Dataset entries

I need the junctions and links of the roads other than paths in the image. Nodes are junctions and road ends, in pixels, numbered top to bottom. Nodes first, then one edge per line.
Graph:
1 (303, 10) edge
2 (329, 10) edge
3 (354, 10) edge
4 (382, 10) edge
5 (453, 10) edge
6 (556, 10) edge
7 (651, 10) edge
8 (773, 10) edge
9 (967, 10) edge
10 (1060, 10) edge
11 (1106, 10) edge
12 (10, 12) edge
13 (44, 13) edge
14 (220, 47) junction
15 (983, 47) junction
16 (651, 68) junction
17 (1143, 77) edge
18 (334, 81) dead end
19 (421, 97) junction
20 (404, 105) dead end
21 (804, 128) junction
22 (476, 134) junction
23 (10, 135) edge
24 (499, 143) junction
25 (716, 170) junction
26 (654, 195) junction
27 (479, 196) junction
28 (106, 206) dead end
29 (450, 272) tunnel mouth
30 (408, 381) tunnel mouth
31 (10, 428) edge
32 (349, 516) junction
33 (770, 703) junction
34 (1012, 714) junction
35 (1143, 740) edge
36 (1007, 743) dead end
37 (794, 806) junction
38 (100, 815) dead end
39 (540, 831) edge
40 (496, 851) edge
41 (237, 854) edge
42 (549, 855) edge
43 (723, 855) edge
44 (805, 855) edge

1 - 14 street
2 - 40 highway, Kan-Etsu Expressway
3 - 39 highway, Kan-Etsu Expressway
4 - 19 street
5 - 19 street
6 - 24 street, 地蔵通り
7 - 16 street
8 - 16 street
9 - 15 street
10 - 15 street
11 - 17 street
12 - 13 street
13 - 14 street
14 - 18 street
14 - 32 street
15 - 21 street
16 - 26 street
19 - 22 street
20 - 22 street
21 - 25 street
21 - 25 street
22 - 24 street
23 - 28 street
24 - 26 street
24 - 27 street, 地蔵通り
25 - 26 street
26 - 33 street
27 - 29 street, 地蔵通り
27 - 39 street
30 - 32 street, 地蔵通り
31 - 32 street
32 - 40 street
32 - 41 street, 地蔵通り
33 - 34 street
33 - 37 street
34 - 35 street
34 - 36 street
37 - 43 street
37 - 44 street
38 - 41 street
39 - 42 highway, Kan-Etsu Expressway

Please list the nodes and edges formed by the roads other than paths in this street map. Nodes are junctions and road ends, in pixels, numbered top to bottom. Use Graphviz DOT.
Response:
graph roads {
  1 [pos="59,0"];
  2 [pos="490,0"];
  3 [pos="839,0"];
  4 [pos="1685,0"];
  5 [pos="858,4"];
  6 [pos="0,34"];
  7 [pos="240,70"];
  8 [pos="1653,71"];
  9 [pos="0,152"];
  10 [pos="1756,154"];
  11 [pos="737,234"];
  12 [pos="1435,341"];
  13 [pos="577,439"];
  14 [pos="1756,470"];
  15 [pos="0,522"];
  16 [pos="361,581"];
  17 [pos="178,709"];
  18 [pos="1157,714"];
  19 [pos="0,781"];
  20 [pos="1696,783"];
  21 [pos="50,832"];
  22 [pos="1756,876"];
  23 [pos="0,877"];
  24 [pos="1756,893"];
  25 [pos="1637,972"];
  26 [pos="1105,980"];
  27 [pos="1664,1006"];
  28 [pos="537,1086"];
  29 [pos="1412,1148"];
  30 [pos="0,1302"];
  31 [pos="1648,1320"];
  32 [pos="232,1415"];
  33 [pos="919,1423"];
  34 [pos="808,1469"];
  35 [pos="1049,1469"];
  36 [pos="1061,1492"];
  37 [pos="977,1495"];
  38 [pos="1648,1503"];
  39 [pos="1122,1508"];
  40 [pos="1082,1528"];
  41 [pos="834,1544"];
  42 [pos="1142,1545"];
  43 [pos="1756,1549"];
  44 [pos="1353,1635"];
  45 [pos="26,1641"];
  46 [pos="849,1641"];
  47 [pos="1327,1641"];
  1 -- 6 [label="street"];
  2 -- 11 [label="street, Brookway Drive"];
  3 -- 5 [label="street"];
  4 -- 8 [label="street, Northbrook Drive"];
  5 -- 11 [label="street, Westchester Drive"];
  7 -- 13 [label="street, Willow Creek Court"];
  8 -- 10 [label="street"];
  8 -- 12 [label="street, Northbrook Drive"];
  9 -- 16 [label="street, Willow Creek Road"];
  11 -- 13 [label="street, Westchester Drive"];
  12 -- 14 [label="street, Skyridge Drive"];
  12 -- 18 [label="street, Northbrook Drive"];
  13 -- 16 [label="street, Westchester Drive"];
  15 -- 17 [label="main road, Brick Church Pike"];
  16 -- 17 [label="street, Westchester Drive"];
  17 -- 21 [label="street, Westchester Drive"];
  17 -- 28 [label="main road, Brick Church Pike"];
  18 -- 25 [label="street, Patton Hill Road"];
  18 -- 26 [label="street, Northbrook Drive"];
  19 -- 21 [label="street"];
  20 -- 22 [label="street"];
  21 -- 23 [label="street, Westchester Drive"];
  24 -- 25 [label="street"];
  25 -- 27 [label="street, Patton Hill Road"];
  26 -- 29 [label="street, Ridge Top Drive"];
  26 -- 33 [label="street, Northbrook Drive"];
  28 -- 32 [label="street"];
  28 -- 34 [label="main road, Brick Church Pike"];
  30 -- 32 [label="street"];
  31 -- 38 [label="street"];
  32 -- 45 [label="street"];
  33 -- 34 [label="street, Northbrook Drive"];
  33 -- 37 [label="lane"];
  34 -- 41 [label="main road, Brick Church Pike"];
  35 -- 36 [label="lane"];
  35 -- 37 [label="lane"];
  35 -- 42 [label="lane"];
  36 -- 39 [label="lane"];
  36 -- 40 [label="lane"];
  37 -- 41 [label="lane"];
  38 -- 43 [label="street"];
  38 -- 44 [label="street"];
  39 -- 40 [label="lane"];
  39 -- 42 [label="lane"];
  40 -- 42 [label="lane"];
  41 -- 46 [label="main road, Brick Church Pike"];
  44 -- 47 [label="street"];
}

The problem:
Filter the entries above and copy only the lines that hold "Creek".

Response for this exercise:
  7 -- 13 [label="street, Willow Creek Court"];
  9 -- 16 [label="street, Willow Creek Road"];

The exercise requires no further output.